The Effects of Non-Electrostatic Intermolecular Interactions on the Phase Behavior of pH-Sensitive Polyelectrolyte Complexes

Polyelectrolyte complexes (PECs) offer enormous material tunability and desirable functionalities, and consequently have found broad utility in biomedical and materials industries. Poly(acrylic acid) (PAA) and poly(allylamine hydrochloride) (PAH) are one of the most commonly used pairings to form PECs. However, various aspects of the phase behavior of PAA-PAH complexes have not been sufficiently quantified. We present a comprehensive experimental study depicting the binodal phase boundaries for the PAA-PAH complexes prepared in acidic, neutral and basic conditions using thermogravimetric analysis, turbidimetry and optical microscopy. In neutral and basic conditions, phase behaviors of the complexes were largely similar to each other and followed general expectations of PEC phase behavior, except for unusually high salt resistance with stable complexes observed up to 4 M NaCl concentrations.
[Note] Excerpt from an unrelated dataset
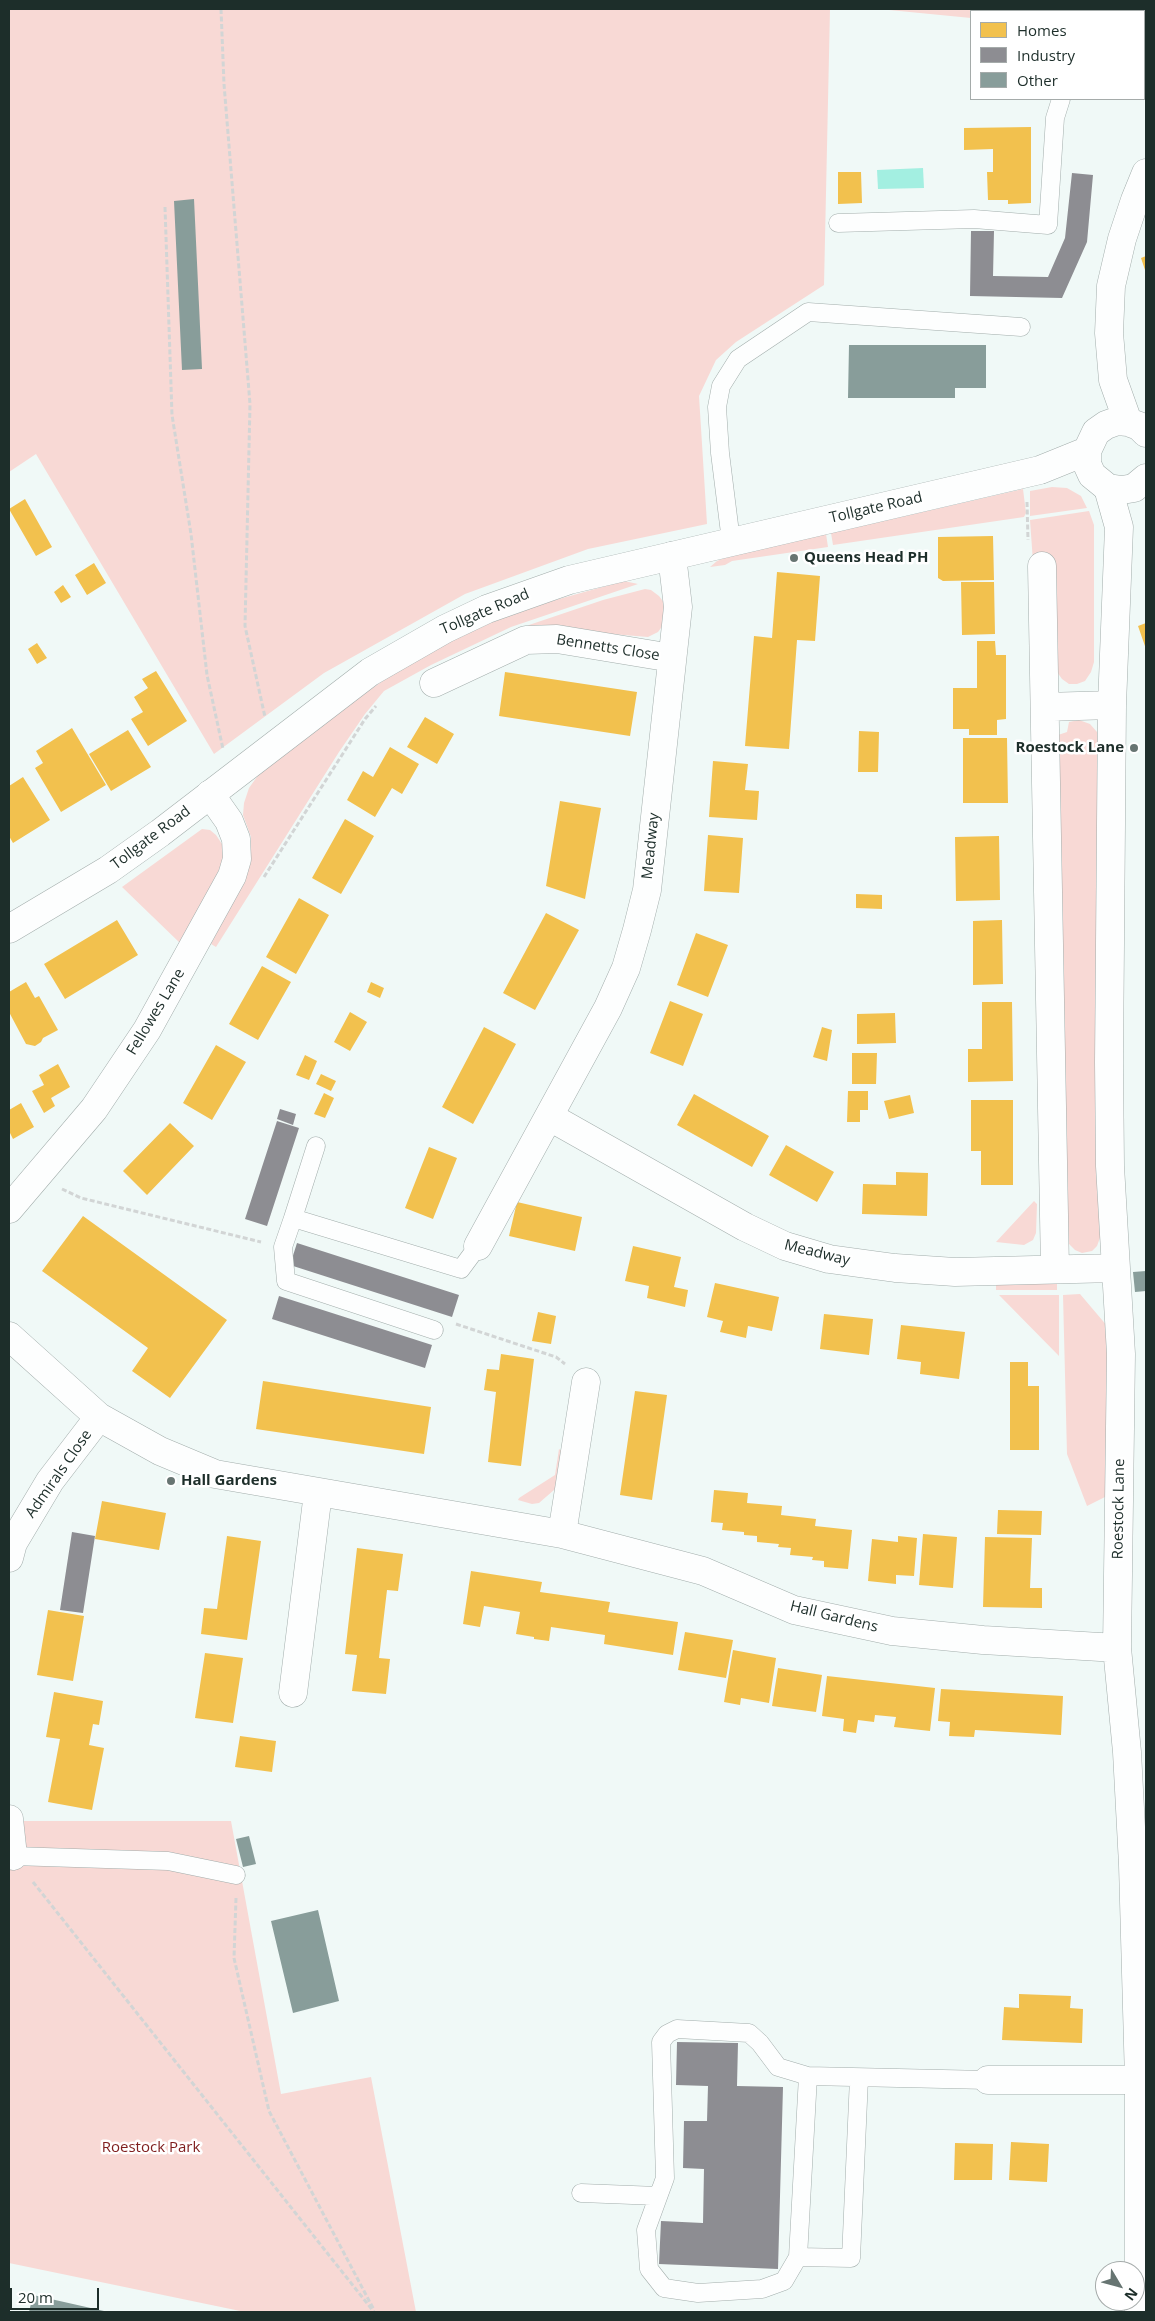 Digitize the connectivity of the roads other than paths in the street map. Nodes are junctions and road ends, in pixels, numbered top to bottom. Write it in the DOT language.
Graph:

In acidic conditions, a remarkably different phase behavior of the PAA-PAH complexes was observed. The polymer content in the complex phase increased initially followed by an expected decrease as salt was added to the complexes. This behavior may result from a combination of associative phase separation of PAA and PAH chains, influenced by electrostatic interactions, and segregative phase separation which can be ascribed to the influence of a combination of the hydrophobic interactions of the aliphatic polymer backbone and the interpolymer hydrogen bonding of un- ionized acrylic monomer units. Our systematic investigations detailing these discrepancies in the PAA-PAH phase behavior are expected to clarify the inconsistencies among the reports in the literature and inform the materials design strategies for practical use of the PAA-PAH complexes and multilayer assemblies.